Apparently mmap is still slow on DGX Spark on Linux 6.17?

I had codex benchmark with and without --no-mmap on llama-server, and the results weren’t great:

I benchmarked startup readiness for a step-3.5-flash llama-server setup by timing from process launch to the first
successful response from the Chat Completions API.

Method:

  • Launch llama-server with the same model/config in both cases.
  • Send repeated “hello world” requests to /v1/chat/completions with max_tokens: 1.
  • Record elapsed time until the first successful generated response.
  • Only variable changed: --no-mmap enabled vs disabled.

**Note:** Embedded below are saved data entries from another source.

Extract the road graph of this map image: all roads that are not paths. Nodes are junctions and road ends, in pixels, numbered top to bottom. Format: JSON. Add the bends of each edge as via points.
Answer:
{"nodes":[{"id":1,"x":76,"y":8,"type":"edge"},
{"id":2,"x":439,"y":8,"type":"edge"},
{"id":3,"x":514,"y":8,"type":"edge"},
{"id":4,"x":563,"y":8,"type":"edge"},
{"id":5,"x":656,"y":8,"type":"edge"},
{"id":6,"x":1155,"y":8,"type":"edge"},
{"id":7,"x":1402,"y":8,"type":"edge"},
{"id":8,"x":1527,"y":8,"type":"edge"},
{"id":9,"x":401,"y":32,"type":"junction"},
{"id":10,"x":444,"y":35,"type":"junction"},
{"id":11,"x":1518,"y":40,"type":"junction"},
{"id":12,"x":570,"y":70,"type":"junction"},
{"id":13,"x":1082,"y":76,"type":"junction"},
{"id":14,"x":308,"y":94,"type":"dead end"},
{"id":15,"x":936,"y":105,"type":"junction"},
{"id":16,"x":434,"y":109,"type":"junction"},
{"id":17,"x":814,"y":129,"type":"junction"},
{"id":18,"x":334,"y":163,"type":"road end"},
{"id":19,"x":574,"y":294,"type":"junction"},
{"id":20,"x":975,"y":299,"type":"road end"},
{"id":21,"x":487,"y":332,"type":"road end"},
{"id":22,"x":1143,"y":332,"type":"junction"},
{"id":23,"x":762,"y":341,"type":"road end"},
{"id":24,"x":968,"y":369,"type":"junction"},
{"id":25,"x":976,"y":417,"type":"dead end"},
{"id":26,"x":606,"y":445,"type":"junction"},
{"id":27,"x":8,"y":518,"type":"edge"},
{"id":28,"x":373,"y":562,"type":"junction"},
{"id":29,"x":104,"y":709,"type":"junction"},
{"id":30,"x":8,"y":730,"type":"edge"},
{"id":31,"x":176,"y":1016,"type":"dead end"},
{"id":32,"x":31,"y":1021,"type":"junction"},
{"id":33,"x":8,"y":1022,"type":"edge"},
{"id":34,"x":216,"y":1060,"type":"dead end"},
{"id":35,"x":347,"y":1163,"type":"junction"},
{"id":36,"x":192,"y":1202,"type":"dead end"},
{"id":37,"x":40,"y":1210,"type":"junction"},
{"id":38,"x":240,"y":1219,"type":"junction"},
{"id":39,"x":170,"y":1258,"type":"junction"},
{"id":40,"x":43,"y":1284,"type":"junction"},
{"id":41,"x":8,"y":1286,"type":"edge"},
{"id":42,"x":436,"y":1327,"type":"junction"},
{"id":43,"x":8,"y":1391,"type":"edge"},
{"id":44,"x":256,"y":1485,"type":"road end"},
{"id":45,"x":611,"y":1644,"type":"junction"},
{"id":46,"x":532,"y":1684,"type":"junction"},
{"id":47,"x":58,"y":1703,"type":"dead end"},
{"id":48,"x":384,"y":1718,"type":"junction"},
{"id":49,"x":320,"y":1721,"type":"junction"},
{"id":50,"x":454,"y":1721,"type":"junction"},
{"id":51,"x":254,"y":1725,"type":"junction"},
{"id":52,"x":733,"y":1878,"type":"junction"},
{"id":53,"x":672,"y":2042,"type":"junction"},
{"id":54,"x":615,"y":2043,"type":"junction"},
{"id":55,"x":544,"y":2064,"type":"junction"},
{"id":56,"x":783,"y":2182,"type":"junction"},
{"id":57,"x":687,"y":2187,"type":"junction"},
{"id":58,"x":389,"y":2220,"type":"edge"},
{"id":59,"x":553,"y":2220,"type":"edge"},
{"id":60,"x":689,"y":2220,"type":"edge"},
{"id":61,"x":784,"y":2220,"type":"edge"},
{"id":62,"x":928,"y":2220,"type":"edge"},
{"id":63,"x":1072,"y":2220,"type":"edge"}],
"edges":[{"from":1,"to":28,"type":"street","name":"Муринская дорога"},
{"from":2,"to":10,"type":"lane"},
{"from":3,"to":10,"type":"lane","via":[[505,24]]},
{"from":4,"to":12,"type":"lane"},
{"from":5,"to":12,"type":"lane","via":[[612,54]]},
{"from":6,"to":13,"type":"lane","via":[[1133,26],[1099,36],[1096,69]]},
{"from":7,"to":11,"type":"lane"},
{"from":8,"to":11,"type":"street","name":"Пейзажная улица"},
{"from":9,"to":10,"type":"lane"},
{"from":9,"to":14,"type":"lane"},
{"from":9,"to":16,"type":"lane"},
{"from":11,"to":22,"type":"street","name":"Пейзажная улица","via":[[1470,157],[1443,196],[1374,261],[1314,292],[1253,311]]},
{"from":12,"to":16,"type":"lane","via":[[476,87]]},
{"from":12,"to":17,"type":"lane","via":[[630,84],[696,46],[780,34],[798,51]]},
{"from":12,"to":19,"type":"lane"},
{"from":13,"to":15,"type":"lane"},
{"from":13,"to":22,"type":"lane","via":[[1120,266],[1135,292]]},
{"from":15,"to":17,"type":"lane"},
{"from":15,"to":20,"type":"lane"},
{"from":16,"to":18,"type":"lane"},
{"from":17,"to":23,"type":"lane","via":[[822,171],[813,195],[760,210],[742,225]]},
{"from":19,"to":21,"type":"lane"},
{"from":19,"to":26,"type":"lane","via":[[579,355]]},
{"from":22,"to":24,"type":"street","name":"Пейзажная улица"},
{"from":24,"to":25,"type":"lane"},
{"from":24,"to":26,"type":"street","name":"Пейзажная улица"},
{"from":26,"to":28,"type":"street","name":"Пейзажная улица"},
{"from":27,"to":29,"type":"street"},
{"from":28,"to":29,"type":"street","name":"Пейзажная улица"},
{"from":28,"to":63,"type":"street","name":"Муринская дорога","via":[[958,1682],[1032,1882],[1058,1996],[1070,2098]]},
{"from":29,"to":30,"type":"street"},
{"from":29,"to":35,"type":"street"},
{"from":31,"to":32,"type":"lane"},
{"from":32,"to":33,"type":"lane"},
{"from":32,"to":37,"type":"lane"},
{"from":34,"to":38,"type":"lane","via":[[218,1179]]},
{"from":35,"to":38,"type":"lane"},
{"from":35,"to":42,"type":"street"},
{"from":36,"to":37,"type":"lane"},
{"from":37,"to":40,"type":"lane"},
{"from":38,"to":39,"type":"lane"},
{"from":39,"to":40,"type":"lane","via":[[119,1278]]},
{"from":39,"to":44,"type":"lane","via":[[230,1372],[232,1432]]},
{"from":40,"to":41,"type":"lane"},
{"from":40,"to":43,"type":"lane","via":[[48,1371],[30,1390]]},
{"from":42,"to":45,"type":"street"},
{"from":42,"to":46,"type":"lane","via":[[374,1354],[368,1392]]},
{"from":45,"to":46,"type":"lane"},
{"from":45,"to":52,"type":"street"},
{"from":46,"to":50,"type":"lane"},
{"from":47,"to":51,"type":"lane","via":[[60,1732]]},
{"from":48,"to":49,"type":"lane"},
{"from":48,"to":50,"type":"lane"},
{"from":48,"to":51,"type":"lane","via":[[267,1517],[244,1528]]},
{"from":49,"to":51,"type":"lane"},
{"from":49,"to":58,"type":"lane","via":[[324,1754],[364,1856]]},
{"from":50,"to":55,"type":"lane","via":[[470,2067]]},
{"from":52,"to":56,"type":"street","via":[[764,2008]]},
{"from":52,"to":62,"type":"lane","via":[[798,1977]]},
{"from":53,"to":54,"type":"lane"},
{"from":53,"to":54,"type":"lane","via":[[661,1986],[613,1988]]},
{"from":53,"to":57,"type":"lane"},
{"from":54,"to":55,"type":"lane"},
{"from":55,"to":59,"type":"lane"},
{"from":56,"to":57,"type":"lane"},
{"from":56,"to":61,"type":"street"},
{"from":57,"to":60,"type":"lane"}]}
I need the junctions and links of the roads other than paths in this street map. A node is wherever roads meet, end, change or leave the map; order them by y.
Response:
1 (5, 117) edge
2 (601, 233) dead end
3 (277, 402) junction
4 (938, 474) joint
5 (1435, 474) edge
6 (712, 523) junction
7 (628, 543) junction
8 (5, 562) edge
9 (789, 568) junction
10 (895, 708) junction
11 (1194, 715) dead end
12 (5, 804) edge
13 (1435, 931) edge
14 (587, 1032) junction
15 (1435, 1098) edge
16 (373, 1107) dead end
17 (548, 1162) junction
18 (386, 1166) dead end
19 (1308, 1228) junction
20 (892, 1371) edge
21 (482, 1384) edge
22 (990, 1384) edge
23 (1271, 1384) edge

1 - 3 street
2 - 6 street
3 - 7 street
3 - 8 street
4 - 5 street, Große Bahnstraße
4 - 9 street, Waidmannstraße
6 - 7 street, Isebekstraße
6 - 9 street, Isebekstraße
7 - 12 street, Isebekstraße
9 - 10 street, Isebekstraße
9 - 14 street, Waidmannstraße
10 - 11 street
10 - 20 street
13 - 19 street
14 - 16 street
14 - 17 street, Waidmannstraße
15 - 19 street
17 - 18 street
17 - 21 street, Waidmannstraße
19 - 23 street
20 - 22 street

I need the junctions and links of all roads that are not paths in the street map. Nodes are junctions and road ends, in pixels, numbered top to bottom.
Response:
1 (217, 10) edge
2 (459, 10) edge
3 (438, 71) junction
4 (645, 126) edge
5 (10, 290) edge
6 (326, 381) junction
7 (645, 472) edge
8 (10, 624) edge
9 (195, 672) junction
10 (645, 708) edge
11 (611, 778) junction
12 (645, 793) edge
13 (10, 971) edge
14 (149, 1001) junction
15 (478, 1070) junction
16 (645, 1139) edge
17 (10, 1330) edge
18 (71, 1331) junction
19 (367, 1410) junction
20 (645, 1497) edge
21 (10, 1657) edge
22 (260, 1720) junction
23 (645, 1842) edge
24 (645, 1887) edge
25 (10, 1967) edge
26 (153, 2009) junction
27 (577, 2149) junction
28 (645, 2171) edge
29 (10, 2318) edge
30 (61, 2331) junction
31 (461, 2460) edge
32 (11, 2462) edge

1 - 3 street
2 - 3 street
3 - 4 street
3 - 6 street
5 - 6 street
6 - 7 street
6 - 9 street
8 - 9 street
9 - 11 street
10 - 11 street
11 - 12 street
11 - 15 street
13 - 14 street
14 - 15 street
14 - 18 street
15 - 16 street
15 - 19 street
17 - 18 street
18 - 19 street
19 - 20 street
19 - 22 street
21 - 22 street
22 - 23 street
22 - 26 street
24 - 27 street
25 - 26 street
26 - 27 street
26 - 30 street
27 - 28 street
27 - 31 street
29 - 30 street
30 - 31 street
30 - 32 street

Results (single run each):

  • With --no-mmap: 16.100s
  • Without --no-mmap: 108.038s

Difference:

  • –no-mmap improved startup-to-first-response by 91.938s
  • About 6.7x faster readiness

Note:

  • After startup, per-request latency for tiny requests was similar in both cases. The major gain was initial server
    readiness time.

I thought the new kernel was supposed to make mmap usable? This is the only system I’ve ever used where I can remember mmap being this slow… I don’t understand why it is so slow.

EDIT: more runs

Re-ran it 3x per variant (6 total), measuring launch-to-first-successful-chat-response for hello world, max_tokens: 1.

Per-run results:

  • –no-mmap: 15.101s, 14.901s, 15.960s
  • –mmap: 95.430s, 96.556s, 102.464s

Summary:

  • –no-mmap: min 14.901s, median 15.101s, mean 15.321s, max 15.960s
  • –mmap: min 95.430s, median 96.556s, mean 98.150s, max 102.464s

Delta (means):

  • –no-mmap faster by 82.829s
  • About 6.4x faster startup-to-first-response

Yes, 6.17 doesn’t fix slow mmap, unfortunately. It does speed up --no-mmap though.